DECIDED JUNE 19, 1953.
Keeping lewd house. Before Judge Heery. Savannah City Court. March 6, 1953.
Edward J. Goodwin, for plaintiff in error.
Andrew J. Ryan, Jr., Solicitor-General, Sylvan A. Garfunkel, Thomas M. Johnson, Jr., Assistant Solicitors-General, contra.
1. We will deal with case number 34667 first. In that case the defendant was charged and convicted in the City Court of Savannah, in that "She did unlawfully keep and maintain a lewd house." The defendant filed a motion for new trial on the general grounds only. As we have stated in Bradley v. State, post, the evidence in that case, which is substantially the same as that in the case now under consideration against Eunice Smith, is somewhat lengthy and obscene, and we see no good purpose to be gained by detailing it here. The court overruled the motion. On this judgment error is assigned. The essential elements of evidence, which are required to make out a case for the offense for which this defendant was convicted, are well expressed by this court, speaking through the late Chief Judge Broyles, in the headnote in Linebarker v. State, 74 Ga. App. 262 ( 39 S.E.2d 730), and cases cited in the body of the opinion. The headnote reads: "A person cannot legally be convicted of maintaining a lewd house unless the proof showed that the general reputation as to the house or its inmates, or both, was that it was a lewd house, and also that the fornication or adultery was committed in the house." The evidence in the instant cases supports all the requirements under the law pertaining to maintaining a lewd house.
The court did not err in denying the motion for new trial in case number 34667.

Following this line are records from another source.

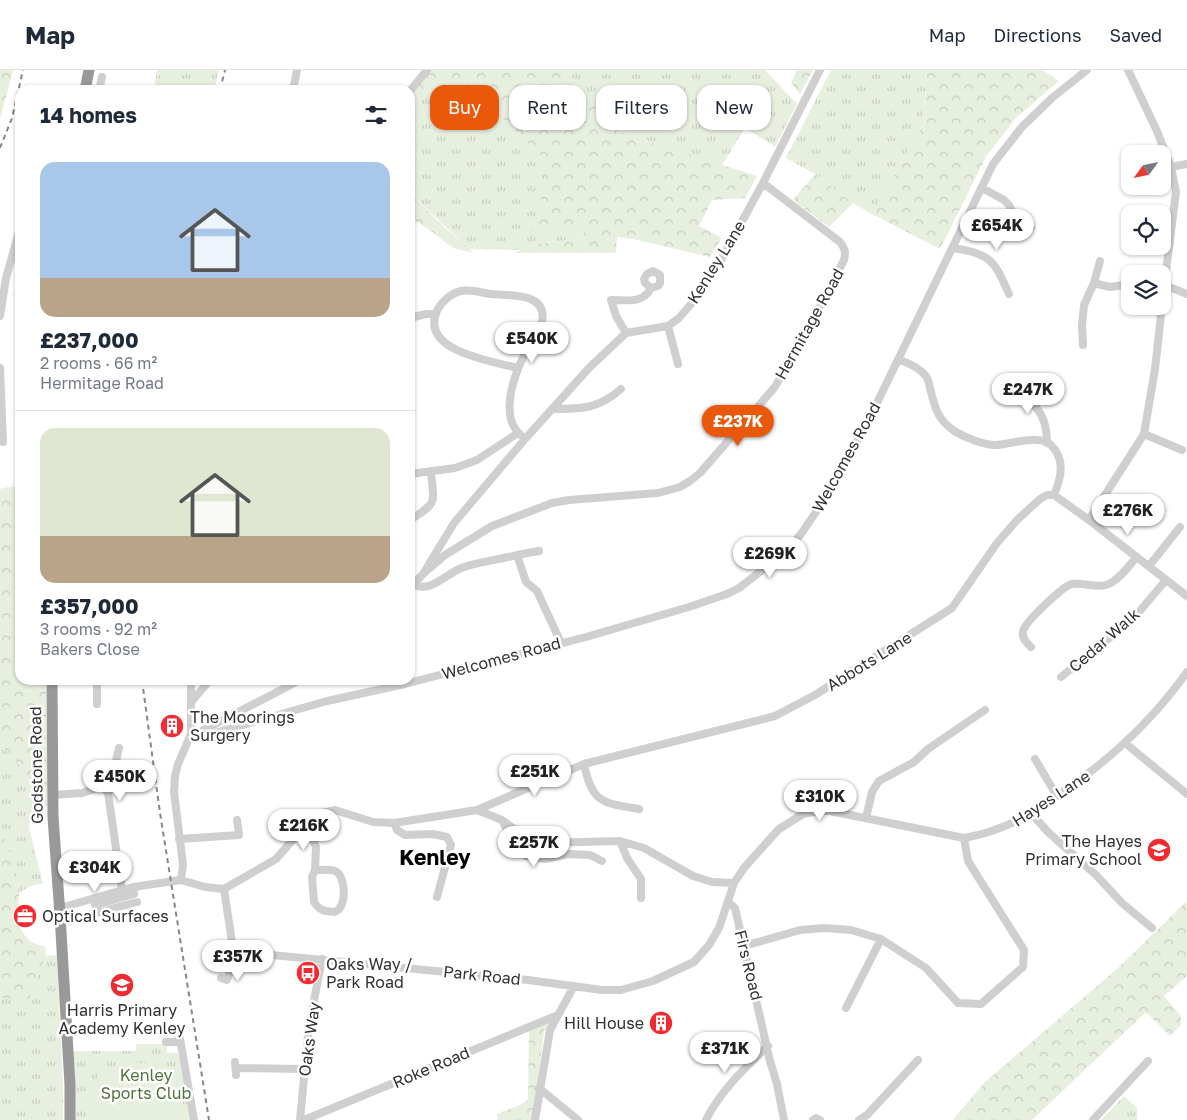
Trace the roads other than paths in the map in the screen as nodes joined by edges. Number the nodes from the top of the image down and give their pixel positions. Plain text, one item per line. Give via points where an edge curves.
1 (89, 70) edge
2 (297, 70) edge
3 (427, 70) edge
4 (820, 70) edge
5 (1087, 70) edge
6 (1128, 70) edge
7 (102, 77) dead end
8 (85, 85) edge
9 (100, 85) edge
10 (294, 85) edge
11 (415, 85) edge
12 (1162, 145) edge
13 (1187, 164) edge
14 (1171, 167) joint
15 (763, 183) junction
16 (982, 188) junction
17 (1031, 228) dead end
18 (15, 246) edge
19 (952, 248) junction
20 (1100, 261) dead end
21 (1166, 265) edge
22 (1094, 283) junction
23 (1121, 285) edge
24 (1171, 287) edge
25 (651, 288) dead end
26 (1009, 294) dead end
27 (1187, 294) edge
28 (436, 314) junction
29 (1161, 315) edge
30 (0, 316) edge
31 (415, 317) edge
32 (668, 326) junction
33 (626, 334) junction
34 (1083, 345) dead end
35 (898, 359) junction
36 (678, 364) dead end
37 (0, 368) edge
38 (517, 368) junction
39 (1016, 385) dead end
40 (621, 389) dead end
41 (552, 408) junction
42 (518, 433) junction
43 (1144, 434) junction
44 (525, 439) junction
45 (3, 442) dead end
46 (1048, 443) junction
47 (1182, 450) dead end
48 (431, 472) junction
49 (415, 474) edge
50 (1054, 495) junction
51 (415, 517) edge
52 (1089, 520) junction
53 (1180, 527) dead end
54 (539, 551) dead end
55 (517, 556) junction
56 (1137, 557) junction
57 (1149, 566) junction
58 (423, 574) junction
59 (1166, 580) junction
60 (415, 583) edge
61 (415, 586) edge
62 (1187, 596) edge
63 (560, 643) junction
64 (1031, 647) dead end
65 (1187, 672) edge
66 (1061, 677) dead end
67 (415, 681) edge
68 (52, 685) edge
69 (97, 685) edge
70 (191, 685) edge
71 (206, 685) edge
72 (290, 685) edge
73 (400, 685) edge
74 (192, 701) junction
75 (97, 704) dead end
76 (985, 710) dead end
77 (200, 732) junction
78 (191, 734) junction
79 (1125, 743) junction
80 (119, 748) dead end
81 (1035, 760) dead end
82 (584, 764) junction
83 (104, 788) junction
84 (52, 794) junction
85 (1187, 794) edge
86 (1057, 796) junction
87 (639, 809) dead end
88 (477, 810) junction
89 (1032, 814) junction
90 (866, 818) junction
91 (237, 820) dead end
92 (502, 820) junction
93 (394, 823) junction
94 (303, 829) junction
95 (964, 838) junction
96 (179, 839) junction
97 (620, 841) junction
98 (602, 861) dead end
99 (314, 870) junction
100 (181, 880) junction
101 (734, 883) junction
102 (133, 887) junction
103 (122, 890) junction
104 (224, 890) junction
105 (437, 897) dead end
106 (641, 898) dead end
107 (137, 902) dead end
108 (728, 902) junction
109 (60, 908) junction
110 (97, 912) junction
111 (81, 917) dead end
112 (1152, 928) dead end
113 (882, 939) junction
114 (744, 946) junction
115 (238, 950) junction
116 (322, 959) junction
117 (227, 980) dead end
118 (574, 986) junction
119 (846, 1008) dead end
120 (558, 1015) junction
121 (179, 1033) dead end
122 (166, 1042) dead end
123 (180, 1042) junction
124 (768, 1046) junction
125 (918, 1060) dead end
126 (1148, 1062) dead end
127 (236, 1068) dead end
128 (304, 1069) junction
129 (539, 1088) junction
130 (70, 1120) edge
131 (194, 1120) edge
132 (300, 1120) edge
133 (304, 1120) edge
134 (535, 1120) edge
135 (578, 1120) edge
136 (706, 1120) edge
137 (784, 1120) edge
138 (813, 1120) edge
139 (820, 1120) edge
140 (859, 1120) edge
141 (1093, 1120) edge

1 - 8 highway
2 - 10 street
3 - 11 street
4 - 15 street, Kenley Lane
5 - 16 street, Welcomes Road via 1022,126 993,164
6 - 12 street
7 - 9 street
13 - 14 street
14 - 21 street via 1176,192
15 - 32 street, Kenley Lane via 697,297
15 - 58 street, Hermitage Road via 840,242 846,253 798,351 762,402 700,473 680,487 658,494 552,502 492,526 445,555
16 - 17 street via 1004,200 1017,221
16 - 19 street, Welcomes Road
18 - 30 street
19 - 26 street via 985,256 992,261
19 - 35 street, Welcomes Road
20 - 22 street
22 - 23 street via 1110,287
22 - 34 street via 1084,305
24 - 27 street
25 - 33 street via 648,294 635,301 611,300
28 - 31 street
28 - 38 street via 436,331 451,347 461,353
28 - 38 street via 444,302 461,291 515,295 534,300 542,309 543,321
29 - 43 street
32 - 33 street
32 - 36 street
33 - 41 street
35 - 46 street via 925,374 939,417 958,433 994,445 1032,440
35 - 63 street, Welcomes Road via 831,490 783,554 739,588 726,594
37 - 45 street
38 - 42 street via 510,403 511,418
39 - 46 street via 1042,414
40 - 41 street via 609,400 583,409
41 - 44 street
42 - 44 street
42 - 48 street via 477,460
43 - 47 street
43 - 52 street
44 - 58 street via 454,523
46 - 50 street via 1061,465
48 - 49 street
48 - 51 street via 433,500 429,508
50 - 52 street
50 - 82 street, Abbots Lane via 1040,499 1016,520 952,608 831,686 774,716
52 - 56 street
53 - 57 street
54 - 55 street
55 - 61 street via 461,568 442,580
55 - 63 street via 526,582 537,591
56 - 57 street
56 - 64 street via 1106,585 1066,586 1026,623 1022,633
57 - 59 street
58 - 60 street
59 - 62 street
59 - 66 street, Cedar Walk via 1133,619
63 - 67 street, Welcomes Road
65 - 79 street, Hayes Lane via 1153,716
68 - 84 highway, Godstone Road
69 - 75 street
70 - 74 street
71 - 74 street
72 - 77 street
73 - 77 street, Welcomes Road via 327,701 204,735
74 - 78 street
76 - 90 street via 914,762 879,781 872,792
77 - 78 street
78 - 96 street via 175,776
79 - 85 street
79 - 86 street, Hayes Lane
80 - 83 street
81 - 86 street
82 - 87 street via 589,786 599,798 610,804
82 - 88 street, Abbots Lane
83 - 84 street
83 - 103 street via 108,793
84 - 109 highway, Godstone Road
86 - 89 street, Hayes Lane
88 - 92 street
88 - 93 street
89 - 95 street, Hayes Lane via 996,830
89 - 112 street via 1122,903
90 - 95 street, Hayes Lane
90 - 101 street, Hayes Lane via 830,811 803,814 779,829
91 - 96 street via 238,835
92 - 97 street via 541,843
92 - 98 street via 517,850 526,856 545,859 568,854 590,855
93 - 94 street via 373,822 335,810 322,813
93 - 105 street via 405,835 447,837 451,845
94 - 99 street via 315,843
94 - 104 street via 276,859
95 - 113 street via 968,861 1024,950 1023,966 982,1004 958,1003 926,968
96 - 100 street via 183,865
97 - 101 street via 644,848 693,876 712,882
97 - 106 street via 641,879
99 - 99 street via 314,902 322,910 334,912 340,909 344,903 340,874
100 - 102 street
100 - 104 street
101 - 108 street, Park Road
102 - 103 street
102 - 110 street via 134,894 95,905
103 - 109 street
104 - 115 street via 232,942
107 - 110 street
108 - 114 street, Firs Road via 735,908
108 - 118 street, Park Road via 719,928 694,962 653,981 621,990
109 - 130 highway, Godstone Road
110 - 111 street
113 - 114 street via 851,930 825,928 800,930
113 - 119 street
114 - 124 street, Firs Road
115 - 116 street, Park Road
115 - 117 street
116 - 118 street, Park Road
116 - 128 street, Oaks Way
118 - 120 street
120 - 129 street via 550,1030
120 - 133 street, Roke Road
121 - 123 street
122 - 123 street
123 - 131 street
124 - 136 street via 720,1097
124 - 137 street, Firs Road
125 - 140 street
126 - 141 street
127 - 128 street
128 - 132 street, Oaks Way
129 - 134 street
129 - 135 street
138 - 139 street

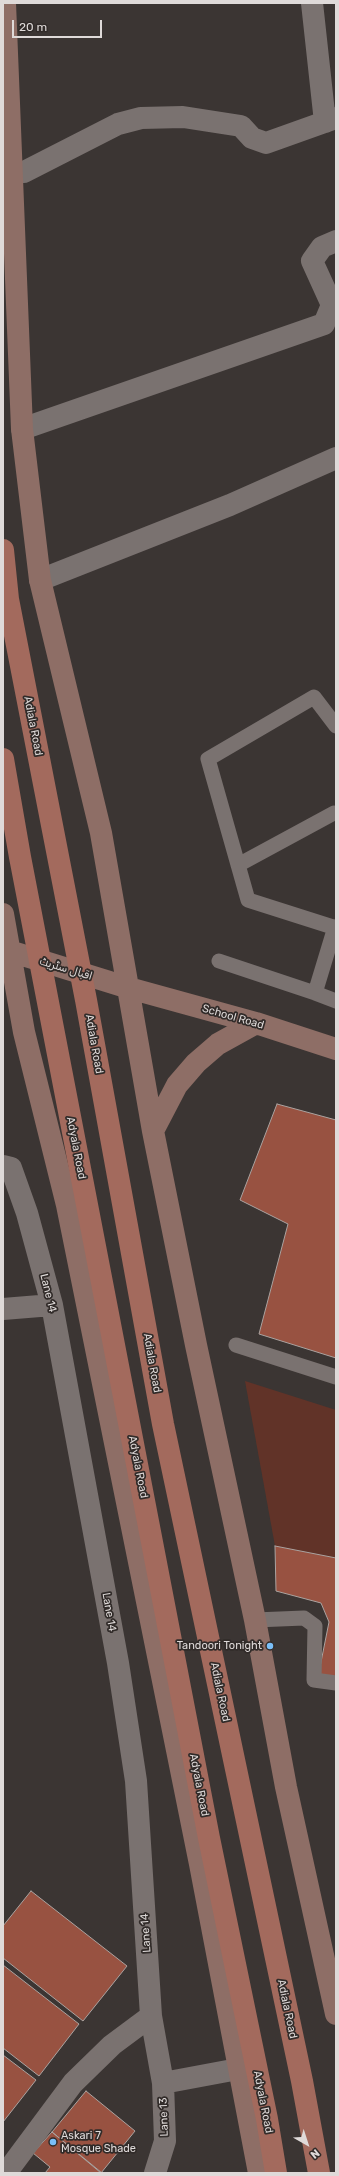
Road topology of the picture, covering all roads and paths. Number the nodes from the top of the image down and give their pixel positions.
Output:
1 (6, 3) edge
2 (312, 3) edge
3 (331, 120) edge
4 (11, 172) junction
5 (336, 241) edge
6 (22, 429) junction
7 (336, 458) edge
8 (3, 550) edge
9 (40, 580) junction
10 (336, 726) edge
11 (3, 759) edge
12 (335, 812) edge
13 (238, 865) junction
14 (3, 914) edge
15 (335, 928) edge
16 (7, 951) edge
17 (219, 961) dead end
18 (129, 988) junction
19 (315, 993) junction
20 (336, 1001) edge
21 (256, 1023) junction
22 (336, 1049) edge
23 (153, 1131) junction
24 (3, 1166) edge
25 (52, 1305) junction
26 (3, 1309) edge
27 (236, 1345) dead end
28 (336, 1377) edge
29 (254, 1620) junction
30 (336, 1684) edge
31 (336, 2014) edge
32 (151, 2016) junction
33 (238, 2069) junction
34 (163, 2083) junction
35 (6, 2173) edge
36 (154, 2173) edge
37 (259, 2173) edge
38 (276, 2173) edge
39 (319, 2173) edge

1 - 4 street
2 - 3 street
3 - 4 street
4 - 6 street
5 - 6 street
6 - 9 street
7 - 9 street
8 - 39 main road, Adiala Road
9 - 18 street
10 - 13 lane
11 - 38 main road, Adyala Road
12 - 13 lane
13 - 15 lane
14 - 16 street
15 - 19 lane
16 - 18 street, اقبال سٹریٹ
16 - 33 street
17 - 19 lane
18 - 21 street, School Road
18 - 23 street
19 - 20 lane
21 - 22 street, School Road
21 - 23 street
23 - 29 street
24 - 25 street, Lane 14
25 - 26 street
25 - 32 street, Lane 14
27 - 28 lane
29 - 30 lane
29 - 31 street
32 - 34 street, Lane 14
32 - 35 street
33 - 34 street
33 - 37 street
34 - 36 street, Lane 13

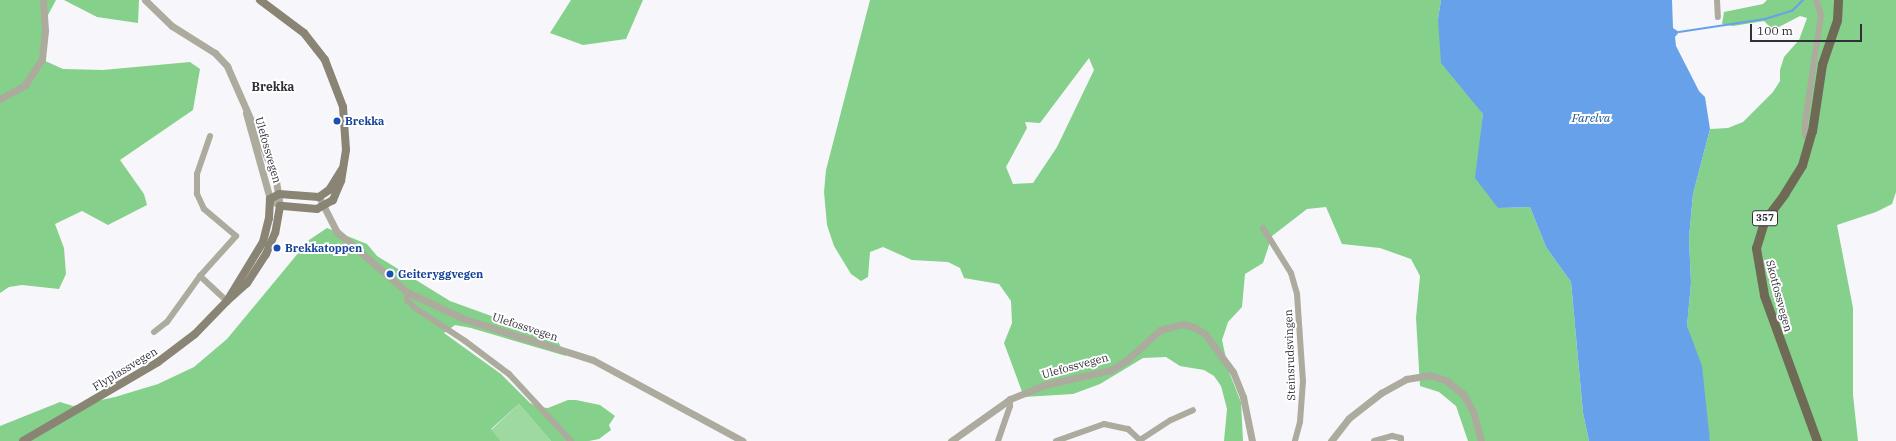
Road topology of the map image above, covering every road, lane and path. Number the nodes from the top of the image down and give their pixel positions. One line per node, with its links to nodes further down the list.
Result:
1 (43, 0): 8 (street)
2 (145, 0): 9 (street, Ulefossvegen)
3 (260, 0): 12 (main road)
4 (1717, 0): 7 (street)
5 (1816, 0): 11 (street)
6 (1838, 0): 11 (main road, Skotfossvegen / 357)
7 (1718, 16)
8 (0, 99)
9 (245, 107): 13 (street, Ulefossvegen); 15 (street, Ulefossvegen)
10 (210, 136): 19 (street, Flyplassvegen)
11 (1809, 142): 38 (main road, Skotfossvegen / 357)
12 (342, 169): 14 (main road); 17 (main road)
13 (279, 194): 14 (main road, Ulefossvegen); 15 (main road, Ulefossvegen); 16 (street, Ulefossvegen)
14 (319, 197): 17 (street, Ulefossvegen)
15 (270, 200): 16 (street, Ulefossvegen); 21 (main road, Flyplassvegen)
16 (280, 206): 17 (main road, Ulefossvegen); 21 (main road, Flyplassvegen)
17 (323, 208): 20 (street, Ulefossvegen)
18 (1263, 228): 33 (street, Steinsrudsvingen)
19 (200, 276): 21 (street); 22 (street, Flyplassvegen)
20 (407, 292): 27 (street); 28 (street, Ulefossvegen)
21 (228, 302): 26 (main road, Flyplassvegen)
22 (154, 332)
23 (1010, 398): 29 (street, Ulefossvegen); 30 (street); 32 (street, Ulefossvegen)
24 (1193, 410): 25 (street)
25 (1140, 440): 31 (street)
26 (23, 441)
27 (571, 441)
28 (743, 441)
29 (951, 441)
30 (998, 441)
31 (1056, 441)
32 (1252, 441)
33 (1295, 441)
34 (1331, 441): 37 (street)
35 (1374, 441): 36 (street)
36 (1401, 441)
37 (1481, 441)
38 (1817, 441)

2. The indictment in case number 34668 against the same defendant, Eunice Smith, omitting the formal parts, charged her with a misdemeanor, for that she did permit Nancy Bradley to remain in 420 West Bryan Street, Savannah, for the purpose of prostitution. In our opinion, the required element here was charged and proved in case number 34667 so as to make out the offense of keeping and maintaining a lewd house, case number 34667 having been dealt with in division one of his opinion. Then to affirm case number 34668 would be to convict the defendant on a required element to make out the case of maintaining a lewd house. It follows, therefore, that the trial court erred in overruling the motion for new trial in case number 45668.
Judgment affirmed in case number 34667. Judgment reversed in case number 34668. Townsend and Carlisle, JJ., concur.